Arcadia Group and Bhs owner Sir Philip Green and Marks & Spencer chief executive Stuart Rose were amongst the great and good of the retail and banking sectors who packed into the church of St Sepulchre Without NewGate in the City of London yesterday morning for a memorial service for the Seymour Pierce analyst.
An order of service was laid out in the distinctive blue and white of Ratner's infamous broker's note "The Weekly Shop" and dotted with pictures of Ratty including a dashing shot of him in his Queen's Hussar's uniform.
The congregation laughed as they were regaled with stories of the analyst's infamous appetite and un-PC jokes.

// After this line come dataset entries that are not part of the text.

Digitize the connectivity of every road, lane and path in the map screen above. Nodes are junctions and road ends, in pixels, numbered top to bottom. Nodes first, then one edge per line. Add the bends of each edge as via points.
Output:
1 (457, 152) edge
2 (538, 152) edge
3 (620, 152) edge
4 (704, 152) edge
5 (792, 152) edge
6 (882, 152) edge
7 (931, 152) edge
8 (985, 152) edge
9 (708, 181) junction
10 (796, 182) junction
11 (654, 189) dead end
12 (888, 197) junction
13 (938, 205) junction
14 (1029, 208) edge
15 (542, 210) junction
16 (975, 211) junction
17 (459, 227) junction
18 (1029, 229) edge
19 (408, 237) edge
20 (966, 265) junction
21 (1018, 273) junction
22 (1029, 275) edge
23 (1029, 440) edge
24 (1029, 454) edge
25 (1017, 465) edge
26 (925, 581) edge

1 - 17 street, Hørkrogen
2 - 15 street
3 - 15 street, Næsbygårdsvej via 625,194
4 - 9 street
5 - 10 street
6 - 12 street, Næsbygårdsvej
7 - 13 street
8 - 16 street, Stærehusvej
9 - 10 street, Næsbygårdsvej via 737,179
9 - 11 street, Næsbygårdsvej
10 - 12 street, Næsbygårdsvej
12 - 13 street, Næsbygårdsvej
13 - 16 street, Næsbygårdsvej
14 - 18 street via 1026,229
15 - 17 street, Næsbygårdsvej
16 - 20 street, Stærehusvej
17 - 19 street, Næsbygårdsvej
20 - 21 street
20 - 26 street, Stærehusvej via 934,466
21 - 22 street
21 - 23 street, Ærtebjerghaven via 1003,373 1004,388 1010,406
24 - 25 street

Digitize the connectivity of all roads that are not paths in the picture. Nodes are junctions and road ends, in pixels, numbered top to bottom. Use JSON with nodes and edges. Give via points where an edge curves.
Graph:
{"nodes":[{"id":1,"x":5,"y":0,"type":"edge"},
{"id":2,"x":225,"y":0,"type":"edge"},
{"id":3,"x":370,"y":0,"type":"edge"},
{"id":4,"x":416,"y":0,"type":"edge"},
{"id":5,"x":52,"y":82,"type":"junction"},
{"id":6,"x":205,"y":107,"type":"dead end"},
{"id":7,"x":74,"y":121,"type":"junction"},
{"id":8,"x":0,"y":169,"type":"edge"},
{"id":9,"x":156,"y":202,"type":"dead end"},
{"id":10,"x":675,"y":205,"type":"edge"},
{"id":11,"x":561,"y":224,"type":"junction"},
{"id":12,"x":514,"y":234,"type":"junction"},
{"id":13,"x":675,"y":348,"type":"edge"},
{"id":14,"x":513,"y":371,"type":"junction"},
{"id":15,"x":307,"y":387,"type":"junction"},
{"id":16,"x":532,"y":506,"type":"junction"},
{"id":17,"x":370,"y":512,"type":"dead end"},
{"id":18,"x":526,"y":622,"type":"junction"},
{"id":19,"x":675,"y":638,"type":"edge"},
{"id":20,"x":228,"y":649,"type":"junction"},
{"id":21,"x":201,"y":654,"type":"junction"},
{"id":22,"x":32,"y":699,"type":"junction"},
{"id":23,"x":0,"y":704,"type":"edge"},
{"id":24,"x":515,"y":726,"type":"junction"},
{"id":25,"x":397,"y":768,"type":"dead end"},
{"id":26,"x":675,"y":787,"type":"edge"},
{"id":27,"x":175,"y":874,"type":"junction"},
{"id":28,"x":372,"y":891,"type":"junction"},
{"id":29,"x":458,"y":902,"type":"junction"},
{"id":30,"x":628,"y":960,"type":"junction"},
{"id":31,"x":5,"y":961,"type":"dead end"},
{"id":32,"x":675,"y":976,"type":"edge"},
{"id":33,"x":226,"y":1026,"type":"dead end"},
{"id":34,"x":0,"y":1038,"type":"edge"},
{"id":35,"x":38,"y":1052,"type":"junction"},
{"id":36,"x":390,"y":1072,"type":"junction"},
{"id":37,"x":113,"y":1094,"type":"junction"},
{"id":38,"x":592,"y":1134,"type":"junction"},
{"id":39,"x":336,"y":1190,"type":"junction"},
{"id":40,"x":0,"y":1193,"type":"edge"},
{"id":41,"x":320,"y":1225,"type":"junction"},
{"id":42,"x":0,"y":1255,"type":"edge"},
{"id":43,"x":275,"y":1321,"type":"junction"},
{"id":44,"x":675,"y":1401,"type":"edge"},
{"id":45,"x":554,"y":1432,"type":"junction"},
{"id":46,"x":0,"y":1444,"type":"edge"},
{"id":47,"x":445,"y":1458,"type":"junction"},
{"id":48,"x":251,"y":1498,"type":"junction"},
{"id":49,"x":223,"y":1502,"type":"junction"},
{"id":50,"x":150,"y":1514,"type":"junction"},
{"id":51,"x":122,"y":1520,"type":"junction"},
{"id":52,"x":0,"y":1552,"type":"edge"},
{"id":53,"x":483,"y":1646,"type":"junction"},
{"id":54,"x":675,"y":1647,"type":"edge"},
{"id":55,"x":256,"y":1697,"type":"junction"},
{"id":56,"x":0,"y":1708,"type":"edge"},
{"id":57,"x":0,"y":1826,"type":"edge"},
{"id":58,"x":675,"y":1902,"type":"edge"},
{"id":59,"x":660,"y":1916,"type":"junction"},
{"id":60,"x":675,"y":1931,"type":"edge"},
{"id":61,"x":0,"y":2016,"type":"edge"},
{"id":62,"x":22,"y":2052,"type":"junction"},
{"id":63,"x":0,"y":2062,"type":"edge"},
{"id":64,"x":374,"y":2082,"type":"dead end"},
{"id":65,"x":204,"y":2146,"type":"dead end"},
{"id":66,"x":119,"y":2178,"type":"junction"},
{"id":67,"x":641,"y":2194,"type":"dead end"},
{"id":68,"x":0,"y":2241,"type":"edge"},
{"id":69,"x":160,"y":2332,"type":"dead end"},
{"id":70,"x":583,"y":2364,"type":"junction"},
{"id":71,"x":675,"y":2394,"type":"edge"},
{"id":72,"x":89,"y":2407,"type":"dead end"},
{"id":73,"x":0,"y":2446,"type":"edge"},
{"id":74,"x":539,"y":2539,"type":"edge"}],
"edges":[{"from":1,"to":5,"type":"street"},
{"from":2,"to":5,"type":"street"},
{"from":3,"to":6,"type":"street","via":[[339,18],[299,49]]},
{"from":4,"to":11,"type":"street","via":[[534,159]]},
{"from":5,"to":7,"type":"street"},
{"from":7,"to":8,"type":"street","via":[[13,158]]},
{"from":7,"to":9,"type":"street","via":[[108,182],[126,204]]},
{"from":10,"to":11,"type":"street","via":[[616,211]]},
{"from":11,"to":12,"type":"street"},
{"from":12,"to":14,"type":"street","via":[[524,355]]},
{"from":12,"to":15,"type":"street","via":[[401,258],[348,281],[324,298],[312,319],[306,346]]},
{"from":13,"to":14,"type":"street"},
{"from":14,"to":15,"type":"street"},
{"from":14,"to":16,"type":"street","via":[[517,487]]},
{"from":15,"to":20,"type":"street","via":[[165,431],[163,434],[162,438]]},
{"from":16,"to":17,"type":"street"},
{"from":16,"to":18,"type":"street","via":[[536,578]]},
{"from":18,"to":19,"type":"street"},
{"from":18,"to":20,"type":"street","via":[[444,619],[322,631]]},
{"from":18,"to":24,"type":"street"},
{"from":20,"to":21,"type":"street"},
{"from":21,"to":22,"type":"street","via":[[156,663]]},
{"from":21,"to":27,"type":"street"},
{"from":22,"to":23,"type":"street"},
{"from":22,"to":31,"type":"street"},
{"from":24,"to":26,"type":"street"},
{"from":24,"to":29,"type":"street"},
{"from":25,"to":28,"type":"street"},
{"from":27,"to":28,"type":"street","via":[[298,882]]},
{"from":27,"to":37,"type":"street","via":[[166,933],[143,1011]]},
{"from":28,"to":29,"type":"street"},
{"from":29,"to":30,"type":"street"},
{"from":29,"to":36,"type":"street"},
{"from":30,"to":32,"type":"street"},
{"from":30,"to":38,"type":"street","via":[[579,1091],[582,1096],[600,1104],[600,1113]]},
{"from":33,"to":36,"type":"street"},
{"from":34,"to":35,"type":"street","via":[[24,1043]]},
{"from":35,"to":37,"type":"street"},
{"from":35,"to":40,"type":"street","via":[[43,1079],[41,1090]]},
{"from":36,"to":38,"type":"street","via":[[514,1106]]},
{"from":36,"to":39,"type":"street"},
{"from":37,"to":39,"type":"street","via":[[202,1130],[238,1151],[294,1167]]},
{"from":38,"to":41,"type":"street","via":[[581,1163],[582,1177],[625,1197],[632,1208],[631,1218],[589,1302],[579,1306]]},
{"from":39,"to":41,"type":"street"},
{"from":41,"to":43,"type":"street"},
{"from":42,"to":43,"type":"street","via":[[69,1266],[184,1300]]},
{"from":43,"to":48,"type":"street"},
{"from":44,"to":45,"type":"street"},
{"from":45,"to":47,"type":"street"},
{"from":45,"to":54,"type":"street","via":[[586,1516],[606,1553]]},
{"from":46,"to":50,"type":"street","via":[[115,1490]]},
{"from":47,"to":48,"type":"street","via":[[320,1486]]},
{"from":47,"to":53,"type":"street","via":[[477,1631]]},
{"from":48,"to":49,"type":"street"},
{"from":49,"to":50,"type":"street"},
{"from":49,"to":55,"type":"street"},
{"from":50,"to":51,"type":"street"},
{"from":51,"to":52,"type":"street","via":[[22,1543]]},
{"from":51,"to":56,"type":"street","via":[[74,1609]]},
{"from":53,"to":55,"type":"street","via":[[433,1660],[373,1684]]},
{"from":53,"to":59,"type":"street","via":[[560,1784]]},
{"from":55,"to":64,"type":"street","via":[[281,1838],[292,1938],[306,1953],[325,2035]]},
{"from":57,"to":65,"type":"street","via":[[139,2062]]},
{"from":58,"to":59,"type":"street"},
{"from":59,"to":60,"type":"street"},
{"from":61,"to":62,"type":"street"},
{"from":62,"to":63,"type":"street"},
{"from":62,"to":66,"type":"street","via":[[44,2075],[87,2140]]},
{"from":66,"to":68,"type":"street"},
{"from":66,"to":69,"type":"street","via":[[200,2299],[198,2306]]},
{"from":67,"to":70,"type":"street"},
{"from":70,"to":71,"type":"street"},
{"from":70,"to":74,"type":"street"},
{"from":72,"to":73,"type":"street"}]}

Former Woolworth's chairman Sir Gerald Corbett, nicknamed the "fat controller" by Ratner, a reference to his past role as chief executive of Railtrack, gave one of the eulogies. He told the congregation about one occasion when he turned up for lunch at Seymour Pierce and was met by Ratty blowing a whistle, waving a flag and wearing a stationmaster's hat.
He said: "More was to come when I got upstairs where the dining table had a toy train set running around the edge of it. Ratty said "It runs better now you are not in charge". Pudding was a chocolate cake which came in the shape of a steam engine."